# [Try it]
Search the records for lines with the word "nodes" and copy each match.

Saved entries:
━━━━━━━━
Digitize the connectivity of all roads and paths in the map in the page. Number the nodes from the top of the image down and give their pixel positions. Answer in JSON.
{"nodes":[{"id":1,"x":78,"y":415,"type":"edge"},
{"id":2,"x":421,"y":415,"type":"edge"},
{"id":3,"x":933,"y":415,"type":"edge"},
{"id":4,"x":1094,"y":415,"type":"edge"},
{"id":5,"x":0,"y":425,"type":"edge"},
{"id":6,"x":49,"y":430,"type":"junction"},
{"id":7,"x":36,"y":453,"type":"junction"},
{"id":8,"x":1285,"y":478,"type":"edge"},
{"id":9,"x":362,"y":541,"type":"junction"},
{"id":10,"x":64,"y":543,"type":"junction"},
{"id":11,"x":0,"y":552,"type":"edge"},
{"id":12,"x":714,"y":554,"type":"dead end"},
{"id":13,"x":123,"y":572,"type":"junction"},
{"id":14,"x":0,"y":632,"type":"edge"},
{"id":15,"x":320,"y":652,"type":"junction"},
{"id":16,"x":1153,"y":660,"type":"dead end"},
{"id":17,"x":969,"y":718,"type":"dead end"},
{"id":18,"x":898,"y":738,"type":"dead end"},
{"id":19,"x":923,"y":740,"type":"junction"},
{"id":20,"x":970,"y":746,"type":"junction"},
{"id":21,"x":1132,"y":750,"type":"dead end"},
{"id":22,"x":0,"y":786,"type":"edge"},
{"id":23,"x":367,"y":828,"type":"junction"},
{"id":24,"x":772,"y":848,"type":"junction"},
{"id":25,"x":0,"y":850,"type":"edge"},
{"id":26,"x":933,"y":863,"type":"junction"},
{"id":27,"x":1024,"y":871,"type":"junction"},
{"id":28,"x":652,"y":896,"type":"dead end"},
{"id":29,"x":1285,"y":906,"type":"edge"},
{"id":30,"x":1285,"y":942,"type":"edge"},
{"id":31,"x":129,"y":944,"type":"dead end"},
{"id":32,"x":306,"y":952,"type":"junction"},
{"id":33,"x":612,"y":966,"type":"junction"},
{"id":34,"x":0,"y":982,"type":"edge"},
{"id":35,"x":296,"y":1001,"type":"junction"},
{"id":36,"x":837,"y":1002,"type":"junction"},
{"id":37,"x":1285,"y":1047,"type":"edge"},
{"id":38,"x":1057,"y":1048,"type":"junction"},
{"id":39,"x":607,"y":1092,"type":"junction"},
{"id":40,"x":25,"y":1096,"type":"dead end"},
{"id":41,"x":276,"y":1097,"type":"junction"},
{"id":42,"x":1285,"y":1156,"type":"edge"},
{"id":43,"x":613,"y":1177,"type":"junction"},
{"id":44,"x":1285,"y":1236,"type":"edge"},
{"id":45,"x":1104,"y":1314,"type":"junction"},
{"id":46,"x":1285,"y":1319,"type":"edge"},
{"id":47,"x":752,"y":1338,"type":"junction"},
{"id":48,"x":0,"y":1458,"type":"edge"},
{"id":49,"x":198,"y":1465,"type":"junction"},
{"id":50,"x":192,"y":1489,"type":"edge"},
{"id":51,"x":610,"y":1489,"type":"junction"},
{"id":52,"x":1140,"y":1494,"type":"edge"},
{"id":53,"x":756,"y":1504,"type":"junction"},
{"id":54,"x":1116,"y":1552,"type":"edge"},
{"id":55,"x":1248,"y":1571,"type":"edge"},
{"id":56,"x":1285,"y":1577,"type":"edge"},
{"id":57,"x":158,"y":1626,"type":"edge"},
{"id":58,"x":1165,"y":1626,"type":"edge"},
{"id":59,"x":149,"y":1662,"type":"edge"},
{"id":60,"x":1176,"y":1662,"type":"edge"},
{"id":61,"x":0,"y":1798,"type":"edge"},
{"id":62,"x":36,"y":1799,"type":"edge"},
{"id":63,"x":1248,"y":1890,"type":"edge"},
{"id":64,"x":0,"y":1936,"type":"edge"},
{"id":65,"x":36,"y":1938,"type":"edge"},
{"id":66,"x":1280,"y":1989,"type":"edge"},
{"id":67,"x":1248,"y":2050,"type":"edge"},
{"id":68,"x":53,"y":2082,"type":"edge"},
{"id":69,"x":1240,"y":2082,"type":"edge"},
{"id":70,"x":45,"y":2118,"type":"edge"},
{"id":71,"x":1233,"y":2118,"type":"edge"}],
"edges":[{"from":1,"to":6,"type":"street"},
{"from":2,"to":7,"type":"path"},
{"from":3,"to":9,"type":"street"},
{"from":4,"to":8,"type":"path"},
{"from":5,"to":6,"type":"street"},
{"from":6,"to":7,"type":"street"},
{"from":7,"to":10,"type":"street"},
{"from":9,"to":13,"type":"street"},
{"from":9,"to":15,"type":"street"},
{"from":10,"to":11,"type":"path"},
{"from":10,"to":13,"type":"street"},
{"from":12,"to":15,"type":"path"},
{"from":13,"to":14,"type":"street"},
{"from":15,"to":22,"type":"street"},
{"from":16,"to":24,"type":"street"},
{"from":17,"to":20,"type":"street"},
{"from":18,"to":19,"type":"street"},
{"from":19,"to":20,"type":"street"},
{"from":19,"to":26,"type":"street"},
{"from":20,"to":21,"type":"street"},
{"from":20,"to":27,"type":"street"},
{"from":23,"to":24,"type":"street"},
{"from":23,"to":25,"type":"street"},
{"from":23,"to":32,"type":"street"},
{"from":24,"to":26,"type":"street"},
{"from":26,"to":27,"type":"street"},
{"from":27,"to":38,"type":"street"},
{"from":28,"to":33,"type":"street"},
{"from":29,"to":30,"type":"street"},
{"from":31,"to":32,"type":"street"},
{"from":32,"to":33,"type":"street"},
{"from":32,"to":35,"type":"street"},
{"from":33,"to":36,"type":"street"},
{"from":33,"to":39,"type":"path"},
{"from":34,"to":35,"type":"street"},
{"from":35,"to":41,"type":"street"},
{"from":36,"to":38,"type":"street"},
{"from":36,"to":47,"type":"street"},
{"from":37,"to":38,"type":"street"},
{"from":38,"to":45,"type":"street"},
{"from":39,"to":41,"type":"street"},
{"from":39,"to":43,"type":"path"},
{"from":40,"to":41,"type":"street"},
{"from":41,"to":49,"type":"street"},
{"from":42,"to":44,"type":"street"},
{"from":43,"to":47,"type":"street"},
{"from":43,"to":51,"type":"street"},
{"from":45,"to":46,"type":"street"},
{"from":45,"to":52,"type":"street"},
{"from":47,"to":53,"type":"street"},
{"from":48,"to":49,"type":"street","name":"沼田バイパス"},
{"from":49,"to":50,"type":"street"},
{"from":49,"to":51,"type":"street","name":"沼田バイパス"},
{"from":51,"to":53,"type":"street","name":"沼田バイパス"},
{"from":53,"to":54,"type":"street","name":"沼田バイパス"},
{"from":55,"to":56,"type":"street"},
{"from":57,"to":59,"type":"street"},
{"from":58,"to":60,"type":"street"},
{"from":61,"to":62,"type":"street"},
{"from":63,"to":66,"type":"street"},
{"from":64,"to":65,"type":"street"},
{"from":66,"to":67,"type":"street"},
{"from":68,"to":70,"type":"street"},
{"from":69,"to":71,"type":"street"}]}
━━━━━━━━
# [Result for this exercise]
Digitize the connectivity of all roads and paths in the map in the page. Number the nodes from the top of the image down and give their pixel positions. Answer in JSON.
{"nodes":[{"id":1,"x":78,"y":415,"type":"edge"},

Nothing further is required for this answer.